On 4th October 2016, three physicists were awarded the Nobel Prize in Physics for their amazing insights into the quantum states on the surface of materials. Using topology, they explained the behaviour of semiconductors and superfluids – both of which behave in particularly odd ways.

Pretty weird stuff.

The bizarre behaviour of superconductors (materials that can carry a current without any electrical resistance, usually occurring when it is cooled down to close to absolute zero, or -273°C) includes its stepwise changes in its conductivity when a magnetic field around it changes continuously. Before Thouless, Haldane and Kosterlitz, physicists had no idea how to explain this behaviour.

However, Thouless realised that these sudden jumps could be explained using topology, a branch of maths that investigates the properties of blobs (i.e. shapes that can be twisted and deformed, but not glued together or torn apart).

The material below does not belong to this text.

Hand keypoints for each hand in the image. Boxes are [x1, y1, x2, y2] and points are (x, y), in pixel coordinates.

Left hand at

So imagine that you have a blob of play-doh in your hands. The main rule in this branch of maths (there are always rules in maths – makes it easier to handle) is that you can only make smooth deformations with it.

This means that you can only bend, mush and shape it; you are not allowed to tear, punch holes or stick other bits together. Shapes that can morph into each other continuously have the same topology.

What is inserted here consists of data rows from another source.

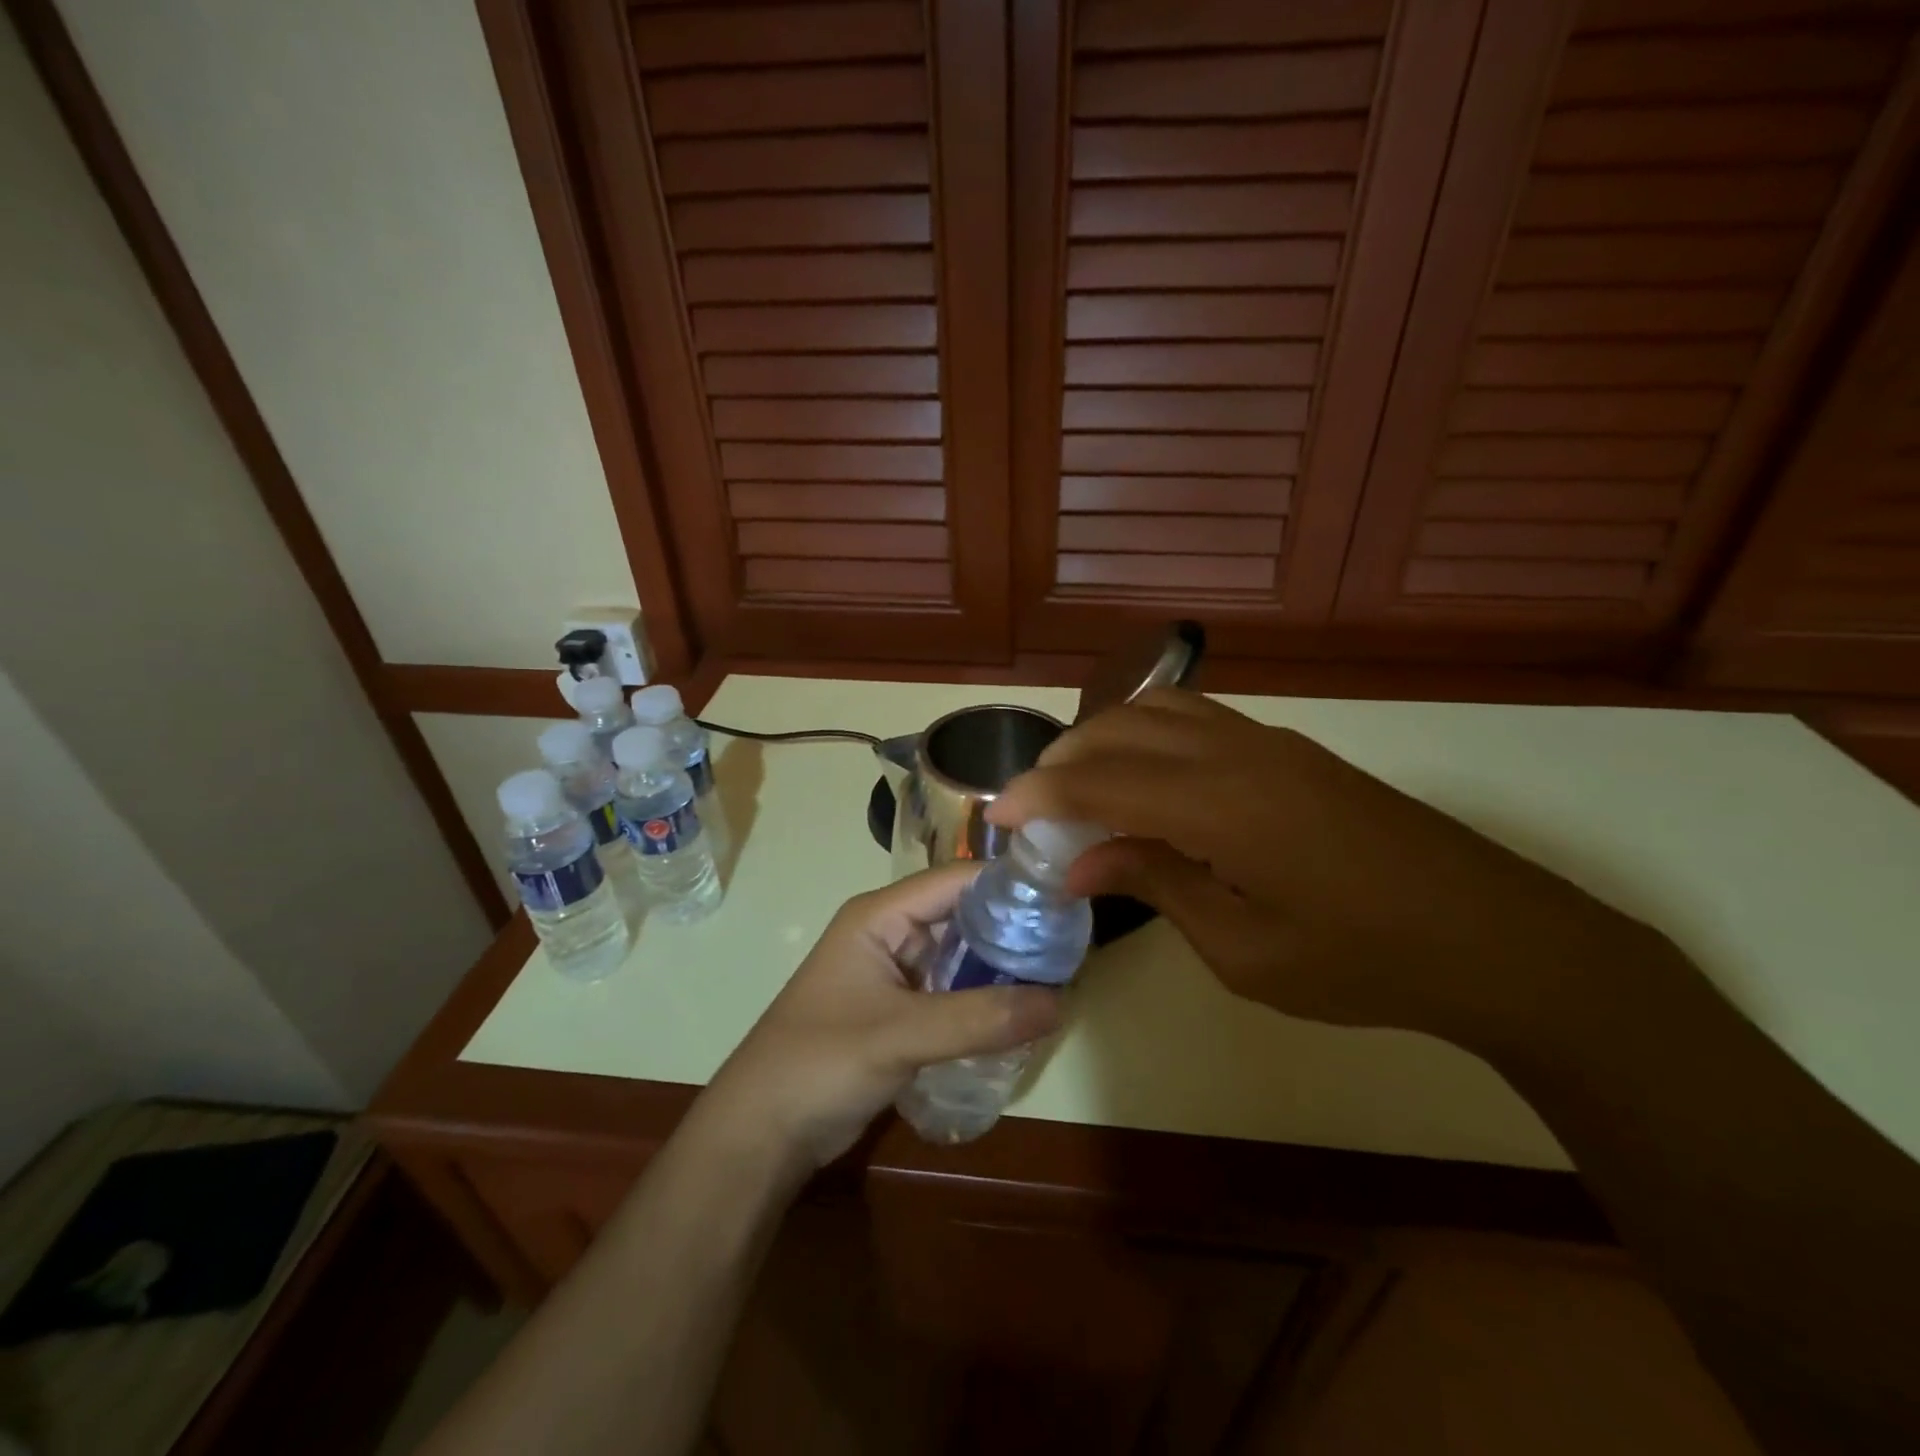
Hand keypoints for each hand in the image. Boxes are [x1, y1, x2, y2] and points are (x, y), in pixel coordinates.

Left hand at [694, 865, 1060, 1174]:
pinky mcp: (900, 1011)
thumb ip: (979, 1018)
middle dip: (1012, 929)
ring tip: (1060, 977)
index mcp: (881, 915)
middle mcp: (891, 933)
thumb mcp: (901, 1035)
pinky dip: (984, 1000)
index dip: (1008, 884)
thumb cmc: (820, 1062)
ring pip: (960, 957)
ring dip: (1001, 968)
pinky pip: (952, 993)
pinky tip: (1022, 1014)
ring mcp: (895, 974)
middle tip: (1072, 945)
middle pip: (963, 916)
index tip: (1064, 898)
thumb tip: (1060, 1001)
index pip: (956, 880)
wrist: (761, 1132)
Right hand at [987, 688, 1659, 1051]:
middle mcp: (1237, 753)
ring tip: (1080, 787)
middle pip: (1121, 727)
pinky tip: (1143, 778)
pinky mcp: (1291, 750)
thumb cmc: (1364, 962)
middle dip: (1063, 759)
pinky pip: (1197, 719)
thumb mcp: (1244, 948)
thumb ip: (1156, 884)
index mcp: (1220, 805)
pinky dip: (1148, 734)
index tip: (996, 815)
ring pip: (1160, 708)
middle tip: (1034, 807)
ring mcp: (1270, 742)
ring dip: (1105, 737)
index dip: (1038, 793)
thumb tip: (1080, 862)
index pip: (1100, 781)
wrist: (1498, 938)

So a bagel has the same topology as a picture frame – they both have one hole in the middle.

However, a bun does not have the same topology as a bagel or a picture frame, because no amount of bending or shaping of the bagel without sticking bits together or breaking it apart will get rid of the hole; similarly, you cannot create a hole in a bun without breaking the smooth deformations rule.

But a well-made waffle has the same topology as a bun because even though there are indents, there are no through holes so you can shape a waffle into a bun or a bun into a waffle.

Suppose now you have a figure of 8 – this has two holes, and cannot have the same topology as a bagel or a bun. Starting to get the hang of it?

Imagine a coffee mug. Does it have the same topology as a bun (0 holes), a bagel (1 hole), a figure of 8 (2 holes) or a pretzel (3 holes)?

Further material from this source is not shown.